6-7 ears corn, kernels cut off the cob
4 Yukon gold potatoes, diced 1/2" on a side
4 T harissa spice blend
salt & pepper TT (about 2-3 T salt and 1 T pepper)
water if needed (see below)

1/2 pineapple, diced about 1/2" on a side

Instructions:
1. In a large pot, heat the stock and tomatoes together to a simmer, over medium-low.
2. Heat a large saute pan over high heat. When you can see some wavy smoke lines coming from the pan, add the 1 T oil. Allow the oil to heat up for a few seconds, coating the pan, then add the chicken, season with some salt & pepper and brown well, for about 3-4 minutes on high. Be careful, especially when moving the chicken around in the pan!
3. Reduce the heat to medium-high and stir in the onion and garlic. Saute for 2-3 minutes and then add to the simmering stock & tomatoes.
4. Add the corn, potatoes and seasoning. Add a little more water if needed but keep the consistency stew-like. Cover and simmer over low heat for 45 minues to an hour, until the potatoes are done and the chicken is tender. Taste and adjust the seasoning if needed.
5. Serve with the pineapple as a garnish in the middle of each bowl.
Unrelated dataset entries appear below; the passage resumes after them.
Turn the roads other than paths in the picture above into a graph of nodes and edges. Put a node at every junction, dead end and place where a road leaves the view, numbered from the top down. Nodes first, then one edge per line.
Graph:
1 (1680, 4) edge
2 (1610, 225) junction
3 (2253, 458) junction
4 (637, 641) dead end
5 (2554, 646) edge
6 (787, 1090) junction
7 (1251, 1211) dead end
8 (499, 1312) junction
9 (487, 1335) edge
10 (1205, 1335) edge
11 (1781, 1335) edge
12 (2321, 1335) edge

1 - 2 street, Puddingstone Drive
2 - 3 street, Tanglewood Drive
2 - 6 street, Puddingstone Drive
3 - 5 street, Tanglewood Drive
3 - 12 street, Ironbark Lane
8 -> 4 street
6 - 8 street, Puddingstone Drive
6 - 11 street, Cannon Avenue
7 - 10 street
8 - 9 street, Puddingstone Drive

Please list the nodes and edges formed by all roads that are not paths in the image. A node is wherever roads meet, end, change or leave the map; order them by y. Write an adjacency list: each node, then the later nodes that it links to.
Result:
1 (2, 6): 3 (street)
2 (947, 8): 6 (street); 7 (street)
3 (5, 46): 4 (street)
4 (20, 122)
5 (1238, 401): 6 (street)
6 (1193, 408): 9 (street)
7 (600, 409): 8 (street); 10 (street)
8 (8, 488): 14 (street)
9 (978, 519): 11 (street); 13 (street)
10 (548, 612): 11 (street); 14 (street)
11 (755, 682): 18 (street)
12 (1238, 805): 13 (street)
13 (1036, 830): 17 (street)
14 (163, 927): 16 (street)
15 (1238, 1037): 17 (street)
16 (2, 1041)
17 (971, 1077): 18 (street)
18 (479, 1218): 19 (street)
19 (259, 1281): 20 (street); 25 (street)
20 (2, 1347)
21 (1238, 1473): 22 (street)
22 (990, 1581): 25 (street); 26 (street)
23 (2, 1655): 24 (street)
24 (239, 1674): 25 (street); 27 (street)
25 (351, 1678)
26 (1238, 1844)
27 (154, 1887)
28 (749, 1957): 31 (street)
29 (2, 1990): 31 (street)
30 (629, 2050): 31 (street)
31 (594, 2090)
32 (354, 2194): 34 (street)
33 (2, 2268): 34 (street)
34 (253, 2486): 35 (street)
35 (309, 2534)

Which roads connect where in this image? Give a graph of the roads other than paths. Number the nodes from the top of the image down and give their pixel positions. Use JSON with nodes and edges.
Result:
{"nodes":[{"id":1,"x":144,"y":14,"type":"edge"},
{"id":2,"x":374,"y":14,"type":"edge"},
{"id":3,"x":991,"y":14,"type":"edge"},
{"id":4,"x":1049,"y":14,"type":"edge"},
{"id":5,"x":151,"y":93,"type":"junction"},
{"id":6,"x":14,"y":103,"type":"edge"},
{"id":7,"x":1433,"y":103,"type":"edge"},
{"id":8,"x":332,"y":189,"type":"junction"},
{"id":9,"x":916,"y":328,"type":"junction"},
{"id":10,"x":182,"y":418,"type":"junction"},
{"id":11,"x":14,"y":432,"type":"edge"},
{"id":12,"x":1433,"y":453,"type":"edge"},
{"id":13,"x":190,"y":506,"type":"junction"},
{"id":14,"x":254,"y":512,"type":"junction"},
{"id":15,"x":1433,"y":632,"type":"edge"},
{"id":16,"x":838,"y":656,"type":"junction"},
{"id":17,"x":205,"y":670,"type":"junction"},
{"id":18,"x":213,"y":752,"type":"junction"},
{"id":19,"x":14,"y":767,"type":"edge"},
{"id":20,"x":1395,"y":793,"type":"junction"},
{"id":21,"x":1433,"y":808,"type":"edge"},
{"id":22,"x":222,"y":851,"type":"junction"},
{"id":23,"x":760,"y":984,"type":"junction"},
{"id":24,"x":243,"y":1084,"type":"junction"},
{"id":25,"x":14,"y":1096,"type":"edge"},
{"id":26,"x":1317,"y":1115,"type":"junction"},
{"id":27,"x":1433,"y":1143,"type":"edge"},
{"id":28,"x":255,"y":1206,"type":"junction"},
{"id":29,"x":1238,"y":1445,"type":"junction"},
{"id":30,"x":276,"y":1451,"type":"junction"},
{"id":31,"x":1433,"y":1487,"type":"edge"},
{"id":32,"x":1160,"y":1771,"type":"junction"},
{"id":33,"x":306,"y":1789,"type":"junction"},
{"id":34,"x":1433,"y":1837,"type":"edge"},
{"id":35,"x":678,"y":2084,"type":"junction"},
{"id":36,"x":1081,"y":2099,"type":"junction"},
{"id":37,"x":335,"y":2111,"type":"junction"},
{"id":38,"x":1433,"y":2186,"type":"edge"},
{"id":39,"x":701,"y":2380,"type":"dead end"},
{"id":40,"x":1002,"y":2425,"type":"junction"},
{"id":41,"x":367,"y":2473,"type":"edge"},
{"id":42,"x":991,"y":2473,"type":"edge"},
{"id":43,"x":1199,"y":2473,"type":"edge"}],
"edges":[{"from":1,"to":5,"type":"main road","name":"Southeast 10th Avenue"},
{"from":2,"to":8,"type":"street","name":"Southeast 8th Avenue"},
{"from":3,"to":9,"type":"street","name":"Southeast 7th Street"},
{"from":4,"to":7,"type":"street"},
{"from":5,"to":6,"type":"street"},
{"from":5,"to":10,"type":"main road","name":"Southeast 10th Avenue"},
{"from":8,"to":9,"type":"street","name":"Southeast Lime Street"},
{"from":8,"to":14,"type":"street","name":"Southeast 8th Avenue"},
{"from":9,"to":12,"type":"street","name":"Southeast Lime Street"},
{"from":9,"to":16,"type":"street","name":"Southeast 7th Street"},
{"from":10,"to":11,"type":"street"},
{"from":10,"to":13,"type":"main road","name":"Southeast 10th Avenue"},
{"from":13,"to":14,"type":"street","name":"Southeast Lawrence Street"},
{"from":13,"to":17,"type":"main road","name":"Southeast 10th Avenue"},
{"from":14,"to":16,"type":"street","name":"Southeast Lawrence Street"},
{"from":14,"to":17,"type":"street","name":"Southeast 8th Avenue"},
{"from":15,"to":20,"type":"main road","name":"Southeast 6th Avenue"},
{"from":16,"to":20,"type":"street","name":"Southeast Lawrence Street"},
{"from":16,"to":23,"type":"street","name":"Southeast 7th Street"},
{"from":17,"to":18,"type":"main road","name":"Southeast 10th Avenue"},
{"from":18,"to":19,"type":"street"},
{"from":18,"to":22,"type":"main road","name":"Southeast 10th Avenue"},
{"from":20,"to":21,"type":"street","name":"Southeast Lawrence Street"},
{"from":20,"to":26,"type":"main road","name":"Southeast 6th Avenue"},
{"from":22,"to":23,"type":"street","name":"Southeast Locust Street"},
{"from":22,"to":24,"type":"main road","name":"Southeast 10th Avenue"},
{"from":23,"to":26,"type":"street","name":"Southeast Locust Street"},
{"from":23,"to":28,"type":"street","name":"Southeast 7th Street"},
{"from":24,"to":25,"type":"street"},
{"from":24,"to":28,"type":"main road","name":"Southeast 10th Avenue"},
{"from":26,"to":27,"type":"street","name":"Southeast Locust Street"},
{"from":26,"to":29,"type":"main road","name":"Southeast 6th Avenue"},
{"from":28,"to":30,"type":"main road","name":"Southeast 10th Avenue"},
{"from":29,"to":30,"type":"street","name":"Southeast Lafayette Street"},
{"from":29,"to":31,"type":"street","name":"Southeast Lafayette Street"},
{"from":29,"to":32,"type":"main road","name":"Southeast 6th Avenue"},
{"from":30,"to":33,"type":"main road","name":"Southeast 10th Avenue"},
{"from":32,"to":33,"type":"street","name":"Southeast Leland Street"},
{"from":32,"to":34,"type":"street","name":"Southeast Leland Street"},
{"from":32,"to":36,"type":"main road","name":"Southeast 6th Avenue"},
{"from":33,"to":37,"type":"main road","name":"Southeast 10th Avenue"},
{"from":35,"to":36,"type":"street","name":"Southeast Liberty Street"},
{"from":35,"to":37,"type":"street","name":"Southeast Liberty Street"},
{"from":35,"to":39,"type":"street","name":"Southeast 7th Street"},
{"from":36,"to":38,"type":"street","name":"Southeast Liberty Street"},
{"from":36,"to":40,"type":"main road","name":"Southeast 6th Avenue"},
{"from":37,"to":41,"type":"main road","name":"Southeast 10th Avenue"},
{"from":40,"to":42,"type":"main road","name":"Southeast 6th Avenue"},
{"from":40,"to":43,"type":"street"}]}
This recipe embodies the power of balancing flavors. You have sweet and savory playing together in a multitude of ways, given the chicken, onion and garlic as savory, the corn and tomato as sweet and savory combined, the harissa spice blend as sweet and savory also but in the form of spices, and the pineapple as sweet but also tangy, and that pineapple tangyness reaching back to the tomato's delicious acidity and connecting there. It's a complex web of flavors that's pretty easy to create.

Black Pepper Pineapple (vegan)


Cooking skills focus: Balancing flavors

Ingredients:
1/2 pineapple, diced
1 tiny pinch salt
a couple good pinches of black pepper, preferably freshly ground

Instructions:
1. Toss the pineapple with the salt and black pepper, and leave to macerate (break down and exude its own syrup) for 15 minutes. Serve as-is, or over ice cream or cake.

Is this even a recipe? I almost feel silly writing it down, it's so simple.